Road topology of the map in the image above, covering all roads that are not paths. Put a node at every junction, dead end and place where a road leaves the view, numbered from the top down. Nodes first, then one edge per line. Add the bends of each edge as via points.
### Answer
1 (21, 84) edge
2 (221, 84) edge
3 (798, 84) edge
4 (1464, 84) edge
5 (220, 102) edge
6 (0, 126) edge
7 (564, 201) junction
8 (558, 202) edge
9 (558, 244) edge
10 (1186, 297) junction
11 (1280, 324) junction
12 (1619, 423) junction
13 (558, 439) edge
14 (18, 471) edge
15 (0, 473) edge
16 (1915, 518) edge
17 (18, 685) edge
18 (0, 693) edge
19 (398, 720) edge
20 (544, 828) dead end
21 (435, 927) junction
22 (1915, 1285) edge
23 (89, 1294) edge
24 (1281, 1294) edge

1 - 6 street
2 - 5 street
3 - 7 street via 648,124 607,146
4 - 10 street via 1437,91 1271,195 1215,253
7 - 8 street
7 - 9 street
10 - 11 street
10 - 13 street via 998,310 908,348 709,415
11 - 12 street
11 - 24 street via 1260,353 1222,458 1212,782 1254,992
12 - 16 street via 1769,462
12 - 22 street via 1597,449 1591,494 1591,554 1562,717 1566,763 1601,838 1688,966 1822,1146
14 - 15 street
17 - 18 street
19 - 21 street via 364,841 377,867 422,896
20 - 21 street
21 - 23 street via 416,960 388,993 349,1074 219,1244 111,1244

*-*-*

EXERCISE BRIEF
Reproduce the material above in full, word for word.

TASK OUTPUT
Road topology of the map in the image above, covering all roads that are not paths. Put a node at every junction, dead end and place where a road leaves the view, numbered from the top down. Nodes first, then one edge per line. Add the bends of each edge as via points.
### Answer
1 (21, 84) edge
2 (221, 84) edge
3 (798, 84) edge
4 (1464, 84) edge
5 (220, 102) edge
6 (0, 126) edge
7 (564, 201) junction
8 (558, 202) edge
9 (558, 244) edge
10 (1186, 297) junction
11 (1280, 324) junction
12 (1619, 423) junction
13 (558, 439) edge
14 (18, 471) edge
15 (0, 473) edge
16 (1915, 518) edge
17 (18, 685) edge
18 (0, 693) edge
19 (398, 720) edge
20 (544, 828) dead end
21 (435, 927) junction
22 (1915, 1285) edge
23 (89, 1294) edge
24 (1281, 1294) edge

1 - 6 street
2 - 5 street
3 - 7 street via 648,124 607,146
4 - 10 street via 1437,91 1271,195 1215,253
7 - 8 street
7 - 9 street
10 - 11 street
10 - 13 street via 998,310 908,348 709,415
11 - 12 street
11 - 24 street via 1260,353 1222,458 1212,782 1254,992
12 - 16 street via 1769,462
12 - 22 street via 1597,449 1591,494 1591,554 1562,717 1566,763 1601,838 1688,966 1822,1146
14 - 15 street
17 - 18 street
19 - 21 street via 364,841 377,867 422,896
20 - 21 street
21 - 23 street via 416,960 388,993 349,1074 219,1244 111,1244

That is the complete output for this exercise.